TCI Music may assign any or all of its rights and obligations under this
Agreement to any of wholly-owned subsidiaries; provided that, in connection with
                                               --------
any such assignment, TCI Music executes and delivers to MTVN an instrument, in
form and substance reasonably satisfactory to MTVN, by which TCI Music
guarantees the performance of any such assignee's obligations hereunder.  No
party to this Agreement may assign any of its rights or obligations under this
Agreement except as specifically provided in this Section 5.8.  The terms of
this Agreement shall be binding upon and inure to the benefit of the parties
hereto and, except as provided herein, their respective successors and permitted
assigns.  Any assignment of rights hereunder in violation hereof shall be void
ab initio.  Nothing in this Agreement, whether express or implied, shall be
- - -- ------
construed to give any Person (other than the parties hereto, including Newco
following its execution of a counterpart hereof, and their successors and
permitted assigns) any legal or equitable right, remedy or claim under or in
respect of this Agreement or any covenants, conditions or provisions contained
herein.

                                       28
<PAGE>

     Section 5.9.   Waivers; Remedies.  The observance of any term of this
                    -----------------
Agreement may be waived (either generally or in a particular instance and either
retroactively or prospectively) by the party or parties entitled to enforce such
term, but any such waiver shall be effective only if in a writing signed by the
party or parties against which such waiver is to be asserted and only in the
specific instance and for the specific purpose for which given.  Except as
otherwise provided herein, no failure or delay of any party in exercising any
power or right under this Agreement shall operate as a waiver thereof, nor shall
any single or partial exercise of any such right or power, or any abandonment or
discontinuance of steps to enforce such right or power, preclude any other or
further exercise thereof or the exercise of any other right or power.

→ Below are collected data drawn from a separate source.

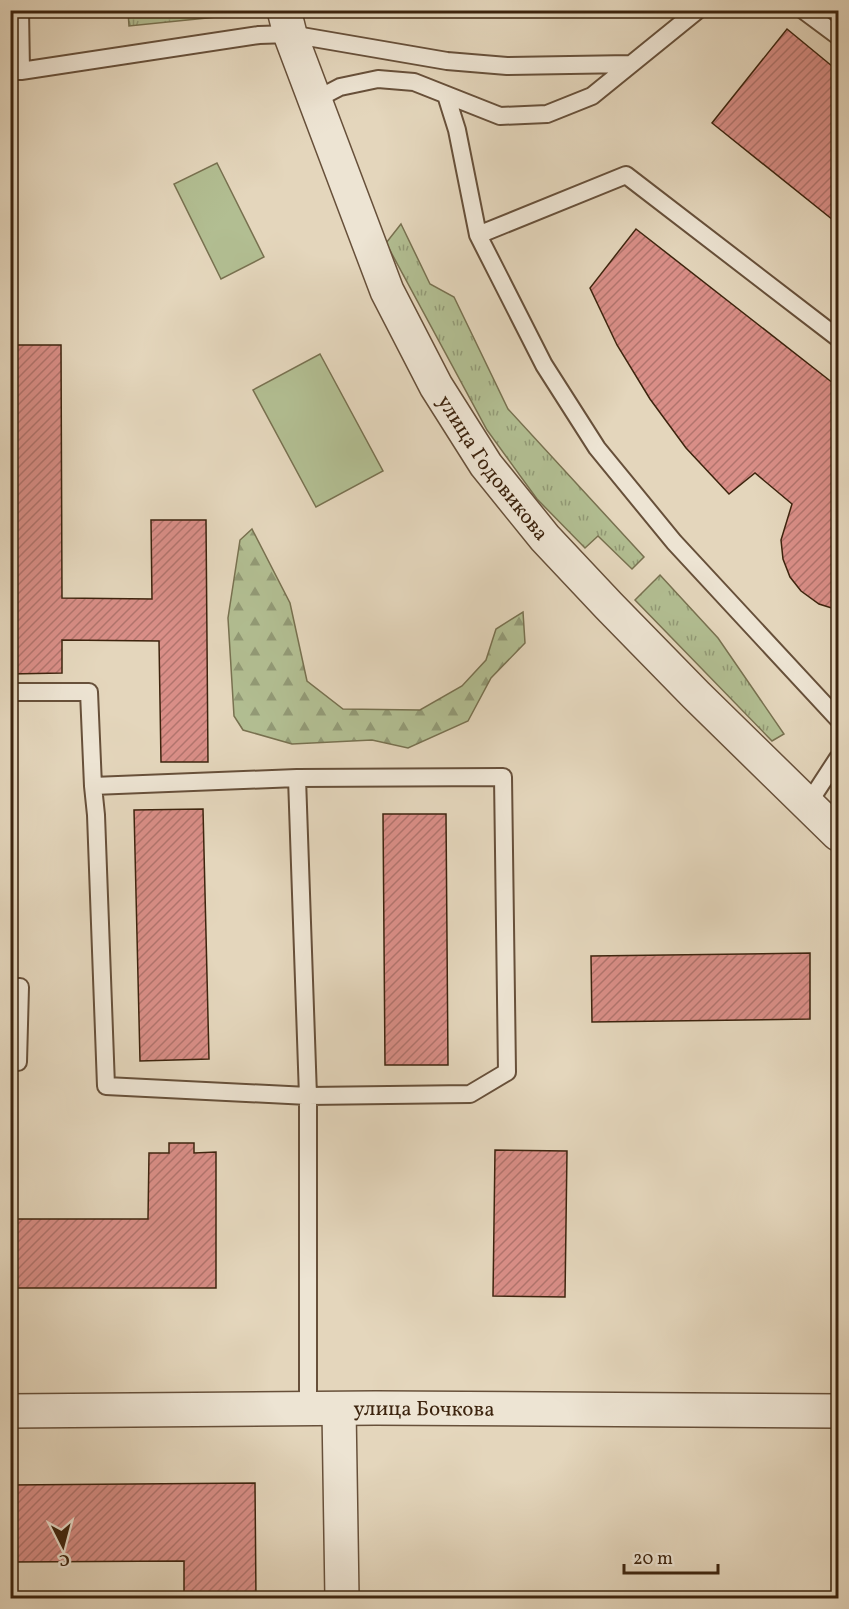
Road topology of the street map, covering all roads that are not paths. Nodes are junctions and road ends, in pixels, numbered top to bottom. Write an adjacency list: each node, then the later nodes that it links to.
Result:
1 (20, 10): 7 (lane)
2 (698, 10): 6 (lane)
3 (802, 10): 5 (lane)
4 (287, 22): 6 (lane); 7 (lane); 9 (street, улица Годовикова)
5 (838, 36)
6 (631, 64): 8 (lane)
7 (16, 71)
8 (446, 95): 9 (lane); 10 (lane)
9 (315, 100): 17 (street, улица Годовикова)
10 (478, 235): 11 (lane); 13 (lane)
11 (838, 338)
12 (10, 692): 16 (lane)
13 (835, 714)
14 (838, 758): 17 (lane)
15 (297, 778): 16 (lane); 21 (lane); 21 (lane)
16 (93, 786): 21 (lane)
17 (808, 804): 18 (street, улица Годовикова)
18 (836, 827)
19 (10, 987): 20 (lane)
20 (10, 1062)
21 (308, 1096): 22 (lane)
22 (323, 1409): 23 (street, улица Бочкова); 24 (street, улица Бочкова); 25 (street)
23 (10, 1411)
24 (838, 1411)
25 (342, 1599)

     Section 5.10.  No Presumption.  This Agreement shall be construed without
                    --------------
regard to any presumption or rule requiring construction or interpretation
against the party drafting or causing any instrument to be drafted.

     Section 5.11.  Jurisdiction; Consent to Service of Process.
                    -------------------------------------------

          (a)       Each party hereby irrevocably and unconditionally submits,
for itself and its property, to the exclusive jurisdiction of any New York State
court sitting in the County of New York or any federal court of the United
States of America sitting in the Southern District of New York, and any
appellate court from any such court, in any suit, action or proceeding arising
out of or relating to this Agreement, or for recognition or enforcement of any
judgment relating hereto. Each party hereby irrevocably and unconditionally
agrees that any suit, action or proceeding against it by any other party to this
Agreement with respect to this Agreement shall be instituted only in any New
York State court sitting in the County of New York or any federal court sitting
in the Southern District of New York, as the party instituting such suit, action
or proceeding may elect in its sole discretion. Each party also hereby
irrevocably and unconditionally agrees that a final judgment in any such suit,
action or proceeding shall be conclusive and may be enforced in other
jurisdictions by suit on the judgment or in any other manner provided by law.

          (b)       Each party hereby irrevocably and unconditionally waives, to
the fullest extent it may legally and effectively do so, any objection which it
may now or hereafter have to the laying of venue of any suit, action or
proceeding arising out of or relating to this Agreement in any New York State
court sitting in the County of New York or any federal court sitting in the
Southern District of New York, and any appellate court from any such court. Each
party hereby irrevocably waives, to the fullest extent permitted by law, the
defense of an inconvenient forum to the maintenance of such suit, action or
proceeding in any such court and further waives the right to object, with
respect to such suit, action or proceeding, that such court does not have
jurisdiction over such party. Each party hereby irrevocably waives the right to
a jury trial in any suit, action or proceeding arising out of or related to this
Agreement.

          (c)       Each party hereby irrevocably and unconditionally consents
to service of process in the manner provided for the giving of notices pursuant
to this Agreement. Nothing in

                                       29
<PAGE>

this Agreement shall affect the right of either party to serve process in any
other manner permitted by law.

     Section 5.12.  Public Announcements.  No party shall make or shall permit
                    --------------------
any of its Affiliates to make any public announcement about Newco and its
formation or activities without the prior written consent of the other parties
hereto, which consent shall not be unreasonably withheld or delayed.
Notwithstanding any other provision contained herein, Newco may make any public
announcements without restriction after consummation of the IPO, and any party
or Affiliate of such party may at any time make announcements which are required
by applicable law or the rules of any national stock exchange or stock
association so long as the party or Affiliate so required to make the
announcement, promptly upon learning of such requirement, notifies the other
parties of such requirement and discusses with the other parties in good faith
the exact wording of any such announcement.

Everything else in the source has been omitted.